→ **DIRECTIONS FOR THIS TASK**:
Return every line from the one with "middle pip: (294, 180)" through the one with "middle dip: (337, 69)", inclusive, exactly as it appears below.

(LISTED ENTRIES)

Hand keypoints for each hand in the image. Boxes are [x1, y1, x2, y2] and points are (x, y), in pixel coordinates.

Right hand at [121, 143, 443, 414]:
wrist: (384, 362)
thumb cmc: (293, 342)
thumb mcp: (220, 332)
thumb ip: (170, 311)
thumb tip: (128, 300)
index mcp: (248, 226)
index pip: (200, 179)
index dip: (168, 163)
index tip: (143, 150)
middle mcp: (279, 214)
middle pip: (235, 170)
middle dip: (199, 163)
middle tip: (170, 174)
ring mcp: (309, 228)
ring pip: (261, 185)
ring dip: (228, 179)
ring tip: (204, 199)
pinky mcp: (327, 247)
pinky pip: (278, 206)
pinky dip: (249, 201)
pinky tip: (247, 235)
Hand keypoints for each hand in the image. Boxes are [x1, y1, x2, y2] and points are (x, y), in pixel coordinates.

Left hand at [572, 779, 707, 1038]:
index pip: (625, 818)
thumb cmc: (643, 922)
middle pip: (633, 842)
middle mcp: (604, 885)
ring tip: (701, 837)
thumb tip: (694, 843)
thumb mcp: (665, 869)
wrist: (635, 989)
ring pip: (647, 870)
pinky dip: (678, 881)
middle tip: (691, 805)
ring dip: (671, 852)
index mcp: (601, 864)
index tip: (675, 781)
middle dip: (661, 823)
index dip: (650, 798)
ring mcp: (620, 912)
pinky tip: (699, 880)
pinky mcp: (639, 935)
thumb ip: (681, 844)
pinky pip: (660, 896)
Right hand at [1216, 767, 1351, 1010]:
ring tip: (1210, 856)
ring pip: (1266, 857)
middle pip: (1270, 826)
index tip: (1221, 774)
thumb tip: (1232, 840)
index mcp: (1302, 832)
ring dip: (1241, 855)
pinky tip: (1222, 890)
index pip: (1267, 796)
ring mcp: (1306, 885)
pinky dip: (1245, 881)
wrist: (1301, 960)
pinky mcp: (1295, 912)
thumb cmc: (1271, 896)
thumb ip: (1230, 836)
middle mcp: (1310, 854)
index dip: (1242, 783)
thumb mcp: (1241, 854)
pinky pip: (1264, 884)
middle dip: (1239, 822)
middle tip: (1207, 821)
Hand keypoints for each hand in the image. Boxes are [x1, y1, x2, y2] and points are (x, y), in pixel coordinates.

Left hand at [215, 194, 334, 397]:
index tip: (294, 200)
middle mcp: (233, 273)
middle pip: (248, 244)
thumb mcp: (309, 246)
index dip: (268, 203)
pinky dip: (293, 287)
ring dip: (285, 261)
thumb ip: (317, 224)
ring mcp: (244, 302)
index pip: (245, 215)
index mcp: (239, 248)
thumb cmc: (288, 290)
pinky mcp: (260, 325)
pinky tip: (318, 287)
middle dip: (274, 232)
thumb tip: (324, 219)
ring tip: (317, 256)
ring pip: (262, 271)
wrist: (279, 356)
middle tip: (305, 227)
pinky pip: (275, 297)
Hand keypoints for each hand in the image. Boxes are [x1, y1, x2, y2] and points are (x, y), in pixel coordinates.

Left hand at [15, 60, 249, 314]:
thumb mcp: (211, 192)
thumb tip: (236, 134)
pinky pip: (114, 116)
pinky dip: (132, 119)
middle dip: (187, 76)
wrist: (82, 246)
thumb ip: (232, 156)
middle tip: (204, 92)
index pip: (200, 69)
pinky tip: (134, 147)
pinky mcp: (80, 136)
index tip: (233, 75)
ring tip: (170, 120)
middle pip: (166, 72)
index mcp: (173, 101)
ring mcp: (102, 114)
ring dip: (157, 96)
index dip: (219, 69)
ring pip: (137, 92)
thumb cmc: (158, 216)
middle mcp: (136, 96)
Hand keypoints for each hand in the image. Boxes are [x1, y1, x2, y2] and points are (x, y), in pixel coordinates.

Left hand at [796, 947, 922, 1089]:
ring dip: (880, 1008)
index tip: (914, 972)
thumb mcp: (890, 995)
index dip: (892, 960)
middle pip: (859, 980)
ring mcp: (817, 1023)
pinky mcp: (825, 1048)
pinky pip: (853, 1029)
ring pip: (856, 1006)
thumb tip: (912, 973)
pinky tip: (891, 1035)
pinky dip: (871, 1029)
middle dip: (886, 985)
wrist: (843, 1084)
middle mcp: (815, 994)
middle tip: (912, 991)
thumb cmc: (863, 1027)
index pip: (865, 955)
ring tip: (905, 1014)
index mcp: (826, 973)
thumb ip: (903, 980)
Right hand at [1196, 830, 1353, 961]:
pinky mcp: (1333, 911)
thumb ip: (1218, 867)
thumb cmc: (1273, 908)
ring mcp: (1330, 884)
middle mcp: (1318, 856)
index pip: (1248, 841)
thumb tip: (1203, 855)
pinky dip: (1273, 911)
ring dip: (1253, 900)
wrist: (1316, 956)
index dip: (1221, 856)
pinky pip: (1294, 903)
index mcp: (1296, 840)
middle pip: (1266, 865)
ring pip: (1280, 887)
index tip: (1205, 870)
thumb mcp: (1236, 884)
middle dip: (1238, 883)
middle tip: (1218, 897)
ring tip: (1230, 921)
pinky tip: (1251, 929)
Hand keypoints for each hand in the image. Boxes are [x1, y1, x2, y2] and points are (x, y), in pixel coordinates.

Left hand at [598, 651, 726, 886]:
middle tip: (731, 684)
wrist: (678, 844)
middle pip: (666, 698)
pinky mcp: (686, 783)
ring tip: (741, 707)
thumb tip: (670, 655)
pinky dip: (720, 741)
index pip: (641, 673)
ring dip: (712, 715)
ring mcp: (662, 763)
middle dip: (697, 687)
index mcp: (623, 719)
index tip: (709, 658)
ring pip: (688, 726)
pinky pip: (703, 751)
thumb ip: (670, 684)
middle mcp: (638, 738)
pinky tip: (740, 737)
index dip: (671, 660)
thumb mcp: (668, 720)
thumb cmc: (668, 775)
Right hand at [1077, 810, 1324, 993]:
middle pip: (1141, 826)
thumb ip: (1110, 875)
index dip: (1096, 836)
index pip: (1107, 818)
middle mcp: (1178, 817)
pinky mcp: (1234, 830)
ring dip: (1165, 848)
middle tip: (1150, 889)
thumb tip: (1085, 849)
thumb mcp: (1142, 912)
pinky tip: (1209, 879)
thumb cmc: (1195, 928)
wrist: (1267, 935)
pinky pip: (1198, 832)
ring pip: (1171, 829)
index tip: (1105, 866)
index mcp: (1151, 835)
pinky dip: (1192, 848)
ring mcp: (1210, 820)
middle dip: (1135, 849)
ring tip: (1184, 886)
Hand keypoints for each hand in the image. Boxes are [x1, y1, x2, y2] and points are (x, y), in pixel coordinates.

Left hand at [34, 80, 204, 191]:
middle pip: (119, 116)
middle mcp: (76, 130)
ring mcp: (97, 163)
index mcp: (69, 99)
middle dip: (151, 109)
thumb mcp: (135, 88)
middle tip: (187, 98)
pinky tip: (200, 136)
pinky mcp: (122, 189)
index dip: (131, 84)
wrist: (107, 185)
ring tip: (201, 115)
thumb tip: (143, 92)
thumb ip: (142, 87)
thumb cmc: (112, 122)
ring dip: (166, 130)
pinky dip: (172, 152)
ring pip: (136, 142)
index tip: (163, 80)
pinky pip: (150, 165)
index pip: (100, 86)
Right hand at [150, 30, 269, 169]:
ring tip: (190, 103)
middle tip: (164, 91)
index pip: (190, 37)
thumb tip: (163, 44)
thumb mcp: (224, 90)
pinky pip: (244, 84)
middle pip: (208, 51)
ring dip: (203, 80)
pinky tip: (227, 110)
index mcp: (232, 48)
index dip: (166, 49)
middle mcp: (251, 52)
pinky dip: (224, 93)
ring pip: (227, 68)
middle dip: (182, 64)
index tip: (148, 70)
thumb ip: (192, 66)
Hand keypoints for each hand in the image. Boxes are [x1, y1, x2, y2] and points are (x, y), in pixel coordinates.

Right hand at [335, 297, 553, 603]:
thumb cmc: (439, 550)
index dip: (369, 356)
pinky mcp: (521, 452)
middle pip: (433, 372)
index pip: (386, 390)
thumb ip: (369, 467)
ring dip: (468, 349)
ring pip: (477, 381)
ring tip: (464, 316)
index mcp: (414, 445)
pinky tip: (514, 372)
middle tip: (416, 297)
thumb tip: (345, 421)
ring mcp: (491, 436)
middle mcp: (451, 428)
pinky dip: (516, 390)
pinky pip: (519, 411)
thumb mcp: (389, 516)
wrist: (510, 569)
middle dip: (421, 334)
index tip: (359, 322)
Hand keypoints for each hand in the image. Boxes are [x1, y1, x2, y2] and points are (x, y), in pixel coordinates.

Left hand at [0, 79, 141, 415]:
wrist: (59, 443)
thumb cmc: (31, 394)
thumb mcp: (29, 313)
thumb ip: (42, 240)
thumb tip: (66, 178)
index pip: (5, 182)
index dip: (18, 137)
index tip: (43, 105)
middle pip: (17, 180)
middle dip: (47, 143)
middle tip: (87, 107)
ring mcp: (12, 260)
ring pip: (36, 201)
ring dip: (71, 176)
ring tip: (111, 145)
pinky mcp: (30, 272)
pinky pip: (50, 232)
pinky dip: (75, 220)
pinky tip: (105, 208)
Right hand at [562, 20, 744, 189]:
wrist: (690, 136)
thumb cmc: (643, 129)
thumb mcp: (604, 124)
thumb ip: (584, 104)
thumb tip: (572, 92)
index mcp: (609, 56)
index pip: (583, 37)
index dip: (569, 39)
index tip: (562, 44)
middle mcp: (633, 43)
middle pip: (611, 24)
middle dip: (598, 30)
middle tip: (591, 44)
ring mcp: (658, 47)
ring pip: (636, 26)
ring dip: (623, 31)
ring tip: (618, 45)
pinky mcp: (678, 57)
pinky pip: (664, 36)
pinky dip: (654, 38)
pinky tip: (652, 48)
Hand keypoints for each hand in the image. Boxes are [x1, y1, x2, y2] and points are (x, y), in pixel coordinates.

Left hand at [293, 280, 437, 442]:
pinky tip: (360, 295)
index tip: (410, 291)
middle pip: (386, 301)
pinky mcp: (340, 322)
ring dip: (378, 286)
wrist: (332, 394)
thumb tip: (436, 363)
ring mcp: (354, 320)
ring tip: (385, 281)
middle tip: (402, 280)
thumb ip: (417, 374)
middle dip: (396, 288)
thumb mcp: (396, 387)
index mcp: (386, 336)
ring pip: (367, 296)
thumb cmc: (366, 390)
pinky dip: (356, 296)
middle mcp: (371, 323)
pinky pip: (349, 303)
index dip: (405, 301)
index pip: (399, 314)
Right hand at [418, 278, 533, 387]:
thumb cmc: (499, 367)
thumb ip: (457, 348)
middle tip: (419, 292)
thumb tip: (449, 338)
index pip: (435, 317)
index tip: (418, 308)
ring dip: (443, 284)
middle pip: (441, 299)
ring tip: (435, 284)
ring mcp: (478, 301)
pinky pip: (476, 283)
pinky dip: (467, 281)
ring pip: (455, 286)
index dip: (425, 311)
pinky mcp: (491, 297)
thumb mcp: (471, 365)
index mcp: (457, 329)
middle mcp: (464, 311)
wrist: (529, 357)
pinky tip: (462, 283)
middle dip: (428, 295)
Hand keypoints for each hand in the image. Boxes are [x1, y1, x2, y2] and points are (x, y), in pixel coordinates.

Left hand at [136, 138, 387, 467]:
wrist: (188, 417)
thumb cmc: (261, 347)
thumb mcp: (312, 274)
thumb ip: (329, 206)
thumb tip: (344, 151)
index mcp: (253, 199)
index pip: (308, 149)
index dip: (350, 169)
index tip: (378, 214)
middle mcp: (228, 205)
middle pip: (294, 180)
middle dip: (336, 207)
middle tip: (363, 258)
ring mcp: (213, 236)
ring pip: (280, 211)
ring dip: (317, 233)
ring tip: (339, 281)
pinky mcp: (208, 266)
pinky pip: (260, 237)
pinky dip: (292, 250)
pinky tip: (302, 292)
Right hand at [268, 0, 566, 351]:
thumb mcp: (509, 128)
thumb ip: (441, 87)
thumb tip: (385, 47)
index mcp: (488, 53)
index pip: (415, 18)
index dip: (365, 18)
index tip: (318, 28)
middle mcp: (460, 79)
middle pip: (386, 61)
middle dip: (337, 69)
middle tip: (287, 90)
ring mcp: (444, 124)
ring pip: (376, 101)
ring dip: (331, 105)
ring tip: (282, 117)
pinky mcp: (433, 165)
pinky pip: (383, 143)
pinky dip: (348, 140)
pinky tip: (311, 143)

(End LISTED ENTRIES)

→ **TASK RESPONSE**:
middle pip: (294, 180)
middle dip: (336, 207)
middle tip: (363, 258)
ring mcp: (213, 236)
ring pip: (280, 211)
ring dip: (317, 233)
ring tip: (339, 281)
pinky mcp: (208, 266)
pinky pip: (260, 237)
pinky dip: (292, 250)
pinky tip: (302, 292)
Right hand at [268, 0, 566, 351]:
thumb mcp: (509, 128)
thumb ip: (441, 87)
thumb tip: (385, 47)
index mcp: (488, 53)
index pip: (415, 18)
index dip: (365, 18)
index tip: (318, 28)
middle mcp: (460, 79)
middle pip: (386, 61)
middle dip: (337, 69)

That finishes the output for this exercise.